• **Assignment**
Each line of the data below that includes the string "picture" must be copied.

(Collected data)
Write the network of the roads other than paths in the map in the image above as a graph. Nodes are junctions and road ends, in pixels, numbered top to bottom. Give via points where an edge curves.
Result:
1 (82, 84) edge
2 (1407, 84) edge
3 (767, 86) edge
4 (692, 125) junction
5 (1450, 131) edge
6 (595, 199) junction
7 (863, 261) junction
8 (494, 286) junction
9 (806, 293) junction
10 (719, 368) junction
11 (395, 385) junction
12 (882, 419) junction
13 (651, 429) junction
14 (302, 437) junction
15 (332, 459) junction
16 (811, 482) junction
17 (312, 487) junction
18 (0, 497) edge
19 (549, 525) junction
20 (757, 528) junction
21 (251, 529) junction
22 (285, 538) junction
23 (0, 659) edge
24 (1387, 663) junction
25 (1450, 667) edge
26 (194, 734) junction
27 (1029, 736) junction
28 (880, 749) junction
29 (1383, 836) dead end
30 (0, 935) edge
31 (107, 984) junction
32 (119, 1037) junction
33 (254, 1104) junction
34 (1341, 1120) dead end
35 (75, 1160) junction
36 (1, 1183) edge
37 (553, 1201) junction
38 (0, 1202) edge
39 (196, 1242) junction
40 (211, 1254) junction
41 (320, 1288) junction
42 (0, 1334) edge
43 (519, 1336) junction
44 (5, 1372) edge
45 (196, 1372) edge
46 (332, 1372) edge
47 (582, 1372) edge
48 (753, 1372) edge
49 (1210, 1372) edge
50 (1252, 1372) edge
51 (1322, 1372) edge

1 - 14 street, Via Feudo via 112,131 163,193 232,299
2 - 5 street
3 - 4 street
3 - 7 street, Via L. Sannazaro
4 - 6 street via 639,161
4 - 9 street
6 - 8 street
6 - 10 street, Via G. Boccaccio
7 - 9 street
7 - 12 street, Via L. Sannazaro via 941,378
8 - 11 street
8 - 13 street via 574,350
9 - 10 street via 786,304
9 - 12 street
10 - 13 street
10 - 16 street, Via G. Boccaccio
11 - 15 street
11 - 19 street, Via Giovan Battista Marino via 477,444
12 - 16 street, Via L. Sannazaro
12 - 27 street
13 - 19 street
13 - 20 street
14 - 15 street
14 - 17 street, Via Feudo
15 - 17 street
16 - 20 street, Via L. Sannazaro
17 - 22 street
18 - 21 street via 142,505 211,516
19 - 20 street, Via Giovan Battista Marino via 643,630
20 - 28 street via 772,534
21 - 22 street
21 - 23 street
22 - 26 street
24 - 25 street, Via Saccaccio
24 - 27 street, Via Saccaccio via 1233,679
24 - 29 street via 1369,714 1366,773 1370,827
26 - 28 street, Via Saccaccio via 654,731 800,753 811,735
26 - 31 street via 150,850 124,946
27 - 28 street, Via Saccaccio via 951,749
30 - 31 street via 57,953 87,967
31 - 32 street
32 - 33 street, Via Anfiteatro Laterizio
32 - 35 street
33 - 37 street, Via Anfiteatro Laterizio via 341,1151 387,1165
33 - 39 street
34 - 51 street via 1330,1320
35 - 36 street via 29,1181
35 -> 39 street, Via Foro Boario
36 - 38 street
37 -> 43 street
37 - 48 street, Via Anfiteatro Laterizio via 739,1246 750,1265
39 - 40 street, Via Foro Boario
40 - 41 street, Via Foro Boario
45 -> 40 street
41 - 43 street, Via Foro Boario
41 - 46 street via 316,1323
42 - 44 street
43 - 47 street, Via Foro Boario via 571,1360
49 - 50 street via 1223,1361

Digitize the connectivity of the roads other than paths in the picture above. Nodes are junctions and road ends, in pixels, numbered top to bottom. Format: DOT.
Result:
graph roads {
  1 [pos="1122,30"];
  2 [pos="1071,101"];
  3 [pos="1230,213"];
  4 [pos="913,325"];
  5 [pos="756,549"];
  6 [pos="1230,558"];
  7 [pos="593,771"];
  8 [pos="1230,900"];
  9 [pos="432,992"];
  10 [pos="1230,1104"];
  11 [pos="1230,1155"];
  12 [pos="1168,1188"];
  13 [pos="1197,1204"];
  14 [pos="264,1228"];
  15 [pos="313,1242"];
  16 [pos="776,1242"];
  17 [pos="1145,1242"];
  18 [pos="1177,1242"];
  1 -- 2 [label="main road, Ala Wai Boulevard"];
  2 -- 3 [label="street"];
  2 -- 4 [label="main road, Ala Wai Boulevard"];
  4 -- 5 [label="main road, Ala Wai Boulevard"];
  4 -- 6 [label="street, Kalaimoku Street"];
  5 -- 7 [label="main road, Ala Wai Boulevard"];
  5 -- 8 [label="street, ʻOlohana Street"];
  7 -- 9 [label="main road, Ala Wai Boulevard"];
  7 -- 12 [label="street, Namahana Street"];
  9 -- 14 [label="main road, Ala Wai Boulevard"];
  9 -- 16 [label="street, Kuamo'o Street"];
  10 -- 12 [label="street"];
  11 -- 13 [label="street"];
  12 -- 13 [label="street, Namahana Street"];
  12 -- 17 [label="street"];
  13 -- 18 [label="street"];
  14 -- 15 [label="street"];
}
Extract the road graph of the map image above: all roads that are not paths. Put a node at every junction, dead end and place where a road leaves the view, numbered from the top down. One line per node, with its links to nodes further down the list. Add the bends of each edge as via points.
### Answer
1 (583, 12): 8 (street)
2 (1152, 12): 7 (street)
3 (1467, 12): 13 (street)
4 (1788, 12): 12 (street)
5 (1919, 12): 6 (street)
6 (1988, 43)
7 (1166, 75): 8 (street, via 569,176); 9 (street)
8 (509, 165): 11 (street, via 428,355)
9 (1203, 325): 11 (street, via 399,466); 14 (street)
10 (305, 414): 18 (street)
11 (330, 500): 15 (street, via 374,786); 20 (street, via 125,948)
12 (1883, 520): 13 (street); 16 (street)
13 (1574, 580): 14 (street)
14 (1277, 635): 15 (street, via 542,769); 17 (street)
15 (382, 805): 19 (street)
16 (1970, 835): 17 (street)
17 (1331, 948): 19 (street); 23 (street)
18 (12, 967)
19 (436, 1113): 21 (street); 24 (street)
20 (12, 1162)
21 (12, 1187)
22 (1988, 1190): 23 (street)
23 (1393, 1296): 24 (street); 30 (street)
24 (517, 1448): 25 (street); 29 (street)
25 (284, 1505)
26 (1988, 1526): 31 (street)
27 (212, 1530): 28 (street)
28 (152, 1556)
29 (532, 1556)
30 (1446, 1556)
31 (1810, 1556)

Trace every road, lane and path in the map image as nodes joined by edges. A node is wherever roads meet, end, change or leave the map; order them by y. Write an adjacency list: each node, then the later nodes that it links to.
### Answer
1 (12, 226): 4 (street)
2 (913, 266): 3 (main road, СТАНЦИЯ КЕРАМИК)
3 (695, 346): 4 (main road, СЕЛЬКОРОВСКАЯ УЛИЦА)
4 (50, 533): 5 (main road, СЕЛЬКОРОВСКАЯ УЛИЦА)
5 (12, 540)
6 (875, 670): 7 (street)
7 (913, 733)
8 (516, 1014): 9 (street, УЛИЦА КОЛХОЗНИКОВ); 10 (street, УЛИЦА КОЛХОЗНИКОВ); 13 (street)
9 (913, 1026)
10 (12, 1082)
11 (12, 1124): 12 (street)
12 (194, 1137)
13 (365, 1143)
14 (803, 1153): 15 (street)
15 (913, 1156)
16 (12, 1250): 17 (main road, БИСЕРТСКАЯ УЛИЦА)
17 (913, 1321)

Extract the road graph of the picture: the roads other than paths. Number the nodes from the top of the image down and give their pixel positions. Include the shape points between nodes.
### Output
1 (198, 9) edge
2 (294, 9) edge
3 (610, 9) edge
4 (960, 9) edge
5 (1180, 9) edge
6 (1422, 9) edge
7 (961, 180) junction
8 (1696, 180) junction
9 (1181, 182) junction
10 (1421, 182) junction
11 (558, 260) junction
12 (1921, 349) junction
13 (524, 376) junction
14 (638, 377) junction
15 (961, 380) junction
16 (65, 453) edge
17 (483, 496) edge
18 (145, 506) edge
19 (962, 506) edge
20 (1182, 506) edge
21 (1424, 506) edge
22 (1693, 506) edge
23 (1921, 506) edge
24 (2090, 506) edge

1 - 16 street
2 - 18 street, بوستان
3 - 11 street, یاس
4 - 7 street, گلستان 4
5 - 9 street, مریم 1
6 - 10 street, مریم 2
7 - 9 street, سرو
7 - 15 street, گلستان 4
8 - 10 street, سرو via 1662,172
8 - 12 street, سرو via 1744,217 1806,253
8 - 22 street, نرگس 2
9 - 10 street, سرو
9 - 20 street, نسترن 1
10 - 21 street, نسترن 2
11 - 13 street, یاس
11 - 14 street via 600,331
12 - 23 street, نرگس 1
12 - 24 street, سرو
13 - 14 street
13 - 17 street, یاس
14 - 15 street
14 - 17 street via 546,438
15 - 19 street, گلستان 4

• **Task response**
Digitize the connectivity of the roads other than paths in the picture above. Nodes are junctions and road ends, in pixels, numbered top to bottom. Format: DOT.
Extract the road graph of the picture: the roads other than paths. Number the nodes from the top of the image down and give their pixel positions. Include the shape points between nodes.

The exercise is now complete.